On trouve tout de même de belles caves dans la région de Soissons, pour les amateurs invétérés de vin. Pour les autres, on trouve une belle cave à bière, la shop à bières, à proximité de Soissons, dans une de ces zones d’activité où se concentrent des magasins variés.
Entrer dans la Shop à bière, à Villeneuve Saint-Germain, c’est faire un tout autre voyage que celui proposé par le vin. La frontière n’est plus entre le nord et le sud, avec cette aura de la Méditerranée, mais entre l’ouest et l’est, avec la ligne de faille du Rhin. Il n’est qu’à voir l’origine de provenance des bières : Belgique, de façon écrasante, Allemagne, République tchèque (comment oublier la Pilsner ?), Pologne (avec la Zywiec, qui rapporte beaucoup de points au Scrabble). Les bières françaises sont aussi représentées, et elles viennent toutes du nord. Si, pour le climat, la Loire est une frontière pérenne de la France, pour la boisson il y a une frontière mentale invisible qui court de la Bretagne jusqu’à l’Alsace et qui sépare la France du vin de la France de la bière ; l’Alsace ayant le privilège d’être une région polyphonique.

Sagement rangées dans leurs cageots, les bouteilles de bière attendent le consommateur averti. Ici il n’y a que de la vraie bière : ferments, levures, lies, maturation lente, arômes multiples, bières blanches, rousses, ambrées, noires, blondes, roses, bières de garde et bière à consommer de suite, bières d’abbayes et bières de brasseries. Les yeux s’ouvrent vers des horizons plus nordistes. Au passage on croise les bières d’Irlande, Guinness, Kilkenny, nom d’exportation de la Smithwick’s. On pourra aussi donner dans l’exotique : Bourbon (Réunion), Hinano (Tahiti), Singha (Thaïlande), Asahi (Chine). La bière a l’avantage d’être meilleure que l’eau, plus saine que ce produit dangereux pour les estomacs occidentaux en vacance, et moins chère que le vin. On ne boit jamais autant de bière que quand on va en Asie ; de mauvaises bières bien sûr, de quoi nous dégouter de ce breuvage mal fait.

Avant de boire, le regard glisse sur les formes des bouteilles ; chacune exprime une histoire particulière. L’étiquette aussi est un discours.

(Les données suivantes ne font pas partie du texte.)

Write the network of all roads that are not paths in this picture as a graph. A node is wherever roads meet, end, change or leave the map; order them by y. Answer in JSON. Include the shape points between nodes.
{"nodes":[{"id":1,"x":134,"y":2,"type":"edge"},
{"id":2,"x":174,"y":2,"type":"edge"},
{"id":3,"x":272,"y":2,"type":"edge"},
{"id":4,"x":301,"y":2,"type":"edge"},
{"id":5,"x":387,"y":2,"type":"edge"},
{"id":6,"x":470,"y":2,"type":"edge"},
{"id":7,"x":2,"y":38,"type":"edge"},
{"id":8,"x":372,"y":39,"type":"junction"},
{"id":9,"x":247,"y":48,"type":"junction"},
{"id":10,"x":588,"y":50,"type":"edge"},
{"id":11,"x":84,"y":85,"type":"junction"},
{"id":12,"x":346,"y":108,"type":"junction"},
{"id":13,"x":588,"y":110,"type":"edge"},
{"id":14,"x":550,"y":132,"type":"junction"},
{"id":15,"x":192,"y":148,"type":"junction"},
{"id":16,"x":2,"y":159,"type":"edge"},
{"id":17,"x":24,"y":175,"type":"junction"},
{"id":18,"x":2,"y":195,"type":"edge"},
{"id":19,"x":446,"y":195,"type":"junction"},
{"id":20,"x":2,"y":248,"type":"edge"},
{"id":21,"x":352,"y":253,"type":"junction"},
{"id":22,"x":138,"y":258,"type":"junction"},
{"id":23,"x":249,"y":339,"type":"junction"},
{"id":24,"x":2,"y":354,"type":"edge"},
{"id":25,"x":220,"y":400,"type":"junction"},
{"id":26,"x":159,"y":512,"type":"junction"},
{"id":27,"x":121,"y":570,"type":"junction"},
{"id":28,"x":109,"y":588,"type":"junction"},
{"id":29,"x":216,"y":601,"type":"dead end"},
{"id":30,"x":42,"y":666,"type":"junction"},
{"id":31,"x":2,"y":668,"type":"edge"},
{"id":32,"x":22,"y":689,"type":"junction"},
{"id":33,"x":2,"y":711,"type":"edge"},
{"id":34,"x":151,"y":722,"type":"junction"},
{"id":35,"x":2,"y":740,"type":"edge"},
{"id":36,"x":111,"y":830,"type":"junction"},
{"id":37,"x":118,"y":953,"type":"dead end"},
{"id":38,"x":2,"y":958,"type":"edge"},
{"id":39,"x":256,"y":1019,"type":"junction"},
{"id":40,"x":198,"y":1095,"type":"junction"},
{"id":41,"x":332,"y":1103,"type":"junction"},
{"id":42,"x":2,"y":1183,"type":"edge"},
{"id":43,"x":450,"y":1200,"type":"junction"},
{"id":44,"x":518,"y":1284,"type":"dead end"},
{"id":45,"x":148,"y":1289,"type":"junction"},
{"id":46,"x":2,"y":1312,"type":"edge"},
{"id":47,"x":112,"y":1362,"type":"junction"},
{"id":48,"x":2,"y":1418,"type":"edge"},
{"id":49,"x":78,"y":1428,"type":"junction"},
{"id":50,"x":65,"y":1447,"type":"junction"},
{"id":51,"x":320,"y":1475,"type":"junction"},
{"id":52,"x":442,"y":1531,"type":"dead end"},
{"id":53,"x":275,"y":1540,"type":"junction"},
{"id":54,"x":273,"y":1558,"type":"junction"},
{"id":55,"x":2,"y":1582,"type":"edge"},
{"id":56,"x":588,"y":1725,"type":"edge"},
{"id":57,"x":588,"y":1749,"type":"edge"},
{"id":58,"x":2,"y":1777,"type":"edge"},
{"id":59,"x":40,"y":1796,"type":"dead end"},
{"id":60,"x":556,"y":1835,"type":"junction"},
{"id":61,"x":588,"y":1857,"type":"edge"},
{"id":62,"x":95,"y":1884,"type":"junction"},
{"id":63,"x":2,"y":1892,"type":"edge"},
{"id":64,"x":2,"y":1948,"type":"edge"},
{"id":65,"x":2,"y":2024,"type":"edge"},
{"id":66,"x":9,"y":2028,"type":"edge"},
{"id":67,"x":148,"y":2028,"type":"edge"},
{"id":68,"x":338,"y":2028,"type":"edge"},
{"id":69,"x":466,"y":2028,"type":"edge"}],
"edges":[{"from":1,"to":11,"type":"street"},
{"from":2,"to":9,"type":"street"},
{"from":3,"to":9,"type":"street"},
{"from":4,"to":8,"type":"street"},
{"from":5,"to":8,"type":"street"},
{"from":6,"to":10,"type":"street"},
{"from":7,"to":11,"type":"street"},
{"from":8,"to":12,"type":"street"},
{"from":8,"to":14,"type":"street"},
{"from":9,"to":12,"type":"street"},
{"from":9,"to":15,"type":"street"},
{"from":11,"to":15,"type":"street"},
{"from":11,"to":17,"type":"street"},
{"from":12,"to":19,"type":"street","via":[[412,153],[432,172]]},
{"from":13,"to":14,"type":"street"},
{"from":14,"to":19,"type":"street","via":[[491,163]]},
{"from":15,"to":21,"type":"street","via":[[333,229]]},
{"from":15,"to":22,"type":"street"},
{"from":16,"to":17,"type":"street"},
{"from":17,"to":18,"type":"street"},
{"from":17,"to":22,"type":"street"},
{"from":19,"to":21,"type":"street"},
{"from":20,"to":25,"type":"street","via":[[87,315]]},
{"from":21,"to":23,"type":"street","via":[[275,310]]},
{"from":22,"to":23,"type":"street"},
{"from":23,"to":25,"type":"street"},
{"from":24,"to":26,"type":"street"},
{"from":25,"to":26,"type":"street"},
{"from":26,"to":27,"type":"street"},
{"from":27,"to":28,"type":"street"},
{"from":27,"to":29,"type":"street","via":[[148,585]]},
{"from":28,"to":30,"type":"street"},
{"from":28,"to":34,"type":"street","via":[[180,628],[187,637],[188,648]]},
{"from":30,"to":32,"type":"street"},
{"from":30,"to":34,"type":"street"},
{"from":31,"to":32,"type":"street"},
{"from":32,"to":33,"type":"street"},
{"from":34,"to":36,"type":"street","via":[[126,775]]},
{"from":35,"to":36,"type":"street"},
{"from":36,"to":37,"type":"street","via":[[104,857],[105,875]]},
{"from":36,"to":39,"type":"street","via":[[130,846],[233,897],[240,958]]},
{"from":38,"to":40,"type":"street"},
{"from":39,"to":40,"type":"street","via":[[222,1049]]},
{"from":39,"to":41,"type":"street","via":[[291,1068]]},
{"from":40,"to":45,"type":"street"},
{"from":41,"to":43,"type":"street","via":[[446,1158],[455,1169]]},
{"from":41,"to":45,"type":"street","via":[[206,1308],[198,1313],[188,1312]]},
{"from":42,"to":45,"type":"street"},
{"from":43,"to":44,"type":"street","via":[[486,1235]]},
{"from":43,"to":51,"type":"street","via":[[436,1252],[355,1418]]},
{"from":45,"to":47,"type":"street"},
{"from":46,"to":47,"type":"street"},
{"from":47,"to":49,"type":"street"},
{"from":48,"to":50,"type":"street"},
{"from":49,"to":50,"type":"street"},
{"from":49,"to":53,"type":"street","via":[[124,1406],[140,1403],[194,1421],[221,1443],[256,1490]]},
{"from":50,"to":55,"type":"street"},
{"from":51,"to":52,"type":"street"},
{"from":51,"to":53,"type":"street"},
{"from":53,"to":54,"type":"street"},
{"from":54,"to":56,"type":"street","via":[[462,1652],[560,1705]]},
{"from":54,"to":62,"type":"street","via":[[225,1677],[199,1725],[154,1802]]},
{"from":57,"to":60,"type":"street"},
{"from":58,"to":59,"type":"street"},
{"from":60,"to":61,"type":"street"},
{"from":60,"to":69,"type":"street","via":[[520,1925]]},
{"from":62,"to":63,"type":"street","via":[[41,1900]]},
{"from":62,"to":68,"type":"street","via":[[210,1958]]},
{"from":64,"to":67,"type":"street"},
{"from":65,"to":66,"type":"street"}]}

Le contenant doit tout à la fois contenir et dire ; quand on ne connaît pas, c’est l’étiquette et la bouteille qui provoquent l’achat. Certaines, les plus sobres, se rattachent à des histoires séculaires : bières trappistes, bières historiques telle la Karolus. Les plus récentes doivent créer leur histoire, leur étiquette leur sert de charte et d’épopée.

Si le verre est souvent épais, brun, c’est pour mieux cacher les liquides colorés qui peuvent y être contenus. Il y a environ un siècle, lorsque fut abandonné le moulage des bouteilles par le souffle des hommes, et que les verreries ont commencé à adopter les moules, certains beaux esprits se sont émus que l’on uniformise les bouteilles, et que la technique casse le charme des verres soufflés, tous différents, chaque verrerie ayant sa forme, voire chaque verrier. Je conserve encore des spécimens de bouteilles soufflées de limonade et de bière, bouteilles irrégulières, parfois avec quelques bulles, frappées du nom de la fabrique ou du vendeur.

C’était sans compter sur le fait que la technique permet désormais de produire des verres différents, de les marquer et de les différencier. Ce qui n’était, autrefois, qu’un luxe de vendeur devient, aujourd’hui, une norme du marketing. La bière, comme le vin, a sa culture, ses voyages, sa géographie et son histoire.